▶ _WORK INSTRUCTIONS_: The required output is the whole listing below, unchanged.
----------------------------------------
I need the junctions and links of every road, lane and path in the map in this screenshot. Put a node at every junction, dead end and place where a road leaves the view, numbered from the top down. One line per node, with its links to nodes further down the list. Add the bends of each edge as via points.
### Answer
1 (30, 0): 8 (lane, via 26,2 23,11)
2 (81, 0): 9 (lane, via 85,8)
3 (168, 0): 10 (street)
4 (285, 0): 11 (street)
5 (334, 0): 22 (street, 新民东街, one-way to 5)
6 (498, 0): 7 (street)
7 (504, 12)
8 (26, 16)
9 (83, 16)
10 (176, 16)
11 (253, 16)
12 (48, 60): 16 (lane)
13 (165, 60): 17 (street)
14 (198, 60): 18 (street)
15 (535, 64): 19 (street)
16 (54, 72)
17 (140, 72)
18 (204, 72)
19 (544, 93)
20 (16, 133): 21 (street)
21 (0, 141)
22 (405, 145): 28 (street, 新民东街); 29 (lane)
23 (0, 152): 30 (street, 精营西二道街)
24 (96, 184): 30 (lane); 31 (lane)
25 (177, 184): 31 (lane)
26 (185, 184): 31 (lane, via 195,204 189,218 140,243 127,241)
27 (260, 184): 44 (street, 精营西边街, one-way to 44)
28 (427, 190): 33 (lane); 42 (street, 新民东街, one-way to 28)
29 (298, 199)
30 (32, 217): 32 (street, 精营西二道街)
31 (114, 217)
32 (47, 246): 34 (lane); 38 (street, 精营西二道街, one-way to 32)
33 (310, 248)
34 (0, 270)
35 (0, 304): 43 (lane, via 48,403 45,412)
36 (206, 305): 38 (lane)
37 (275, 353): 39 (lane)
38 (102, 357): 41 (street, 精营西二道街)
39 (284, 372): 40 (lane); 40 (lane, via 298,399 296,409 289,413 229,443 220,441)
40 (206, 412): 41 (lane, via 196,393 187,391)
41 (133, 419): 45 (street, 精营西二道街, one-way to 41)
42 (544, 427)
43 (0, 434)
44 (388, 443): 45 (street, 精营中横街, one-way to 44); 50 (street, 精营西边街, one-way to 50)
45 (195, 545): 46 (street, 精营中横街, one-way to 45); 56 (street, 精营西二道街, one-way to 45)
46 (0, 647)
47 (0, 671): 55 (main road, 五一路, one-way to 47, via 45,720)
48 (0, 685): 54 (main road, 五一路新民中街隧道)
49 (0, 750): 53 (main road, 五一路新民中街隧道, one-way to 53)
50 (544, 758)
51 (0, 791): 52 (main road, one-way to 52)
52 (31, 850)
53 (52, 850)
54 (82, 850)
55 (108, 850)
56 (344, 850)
----------------------------------------
▶ _TASK OUTPUT_:
I need the junctions and links of every road, lane and path in the map in this screenshot. Put a node at every junction, dead end and place where a road leaves the view, numbered from the top down. One line per node, with its links to nodes further down the list. Add the bends of each edge as via points.
### Answer
1 (30, 0): 8 (lane, via 26,2 23,11)
2 (81, 0): 9 (lane, via 85,8)
3 (168, 0): 10 (street)
4 (285, 0): 11 (street)
5 (334, 0): 22 (street, 新民东街, one-way to 5)
6 (498, 0): 7 (street)
7 (504, 12)
8 (26, 16)
9 (83, 16)
10 (176, 16)
11 (253, 16)
12 (48, 60): 16 (lane)
13 (165, 60): 17 (street)
14 (198, 60): 18 (street)
15 (535, 64): 19 (street)
16 (54, 72)
17 (140, 72)
18 (204, 72)
19 (544, 93)
20 (16, 133): 21 (street)
21 (0, 141)
22 (405, 145): 28 (street, 新民东街); 29 (lane)
23 (0, 152): 30 (street, 精营西二道街)
24 (96, 184): 30 (lane); 31 (lane)
25 (177, 184): 31 (lane)
26 (185, 184): 31 (lane, via 195,204 189,218 140,243 127,241)
27 (260, 184): 44 (street, 精营西边街, one-way to 44)
28 (427, 190): 33 (lane); 42 (street, 新民东街, one-way to 28)
29 (298, 199)
30 (32, 217): 32 (street, 精营西二道街)
31 (114, 217)
32 (47, 246): 34 (lane); 38 (street, 精营西二道街, one-way to 32)
33 (310, 248)
34 (0, 270)
35 (0, 304): 43 (lane, via 48,403 45,412)
36 (206, 305): 38 (lane)
37 (275, 353): 39 (lane)
38 (102, 357): 41 (street, 精营西二道街)
39 (284, 372): 40 (lane); 40 (lane, via 298,399 296,409 289,413 229,443 220,441)
40 (206, 412): 41 (lane, via 196,393 187,391)
41 (133, 419): 45 (street, 精营西二道街, one-way to 41)
42 (544, 427)
43 (0, 434)
44 (388, 443): 45 (street, 精营中横街, one-way to 44); 50 (street, 精营西边街, one-way to 50)
45 (195, 545): 46 (street, 精营中横街, one-way to 45); 56 (street, 精营西二道街, one-way to 45)
46 (0, 647)
47 (0, 671): 55 (main road, 五一路, one-way to 47, via 45,720)
48 (0, 685): 54 (main road, 五一路新民中街隧道)
49 (0, 750): 53 (main road, 五一路新民中街隧道, one-way to 53)
50 (544, 758)
51 (0, 791): 52 (main road, one-way to 52)
52 (31, 850)
53 (52, 850)
54 (82, 850)
55 (108, 850)
56 (344, 850)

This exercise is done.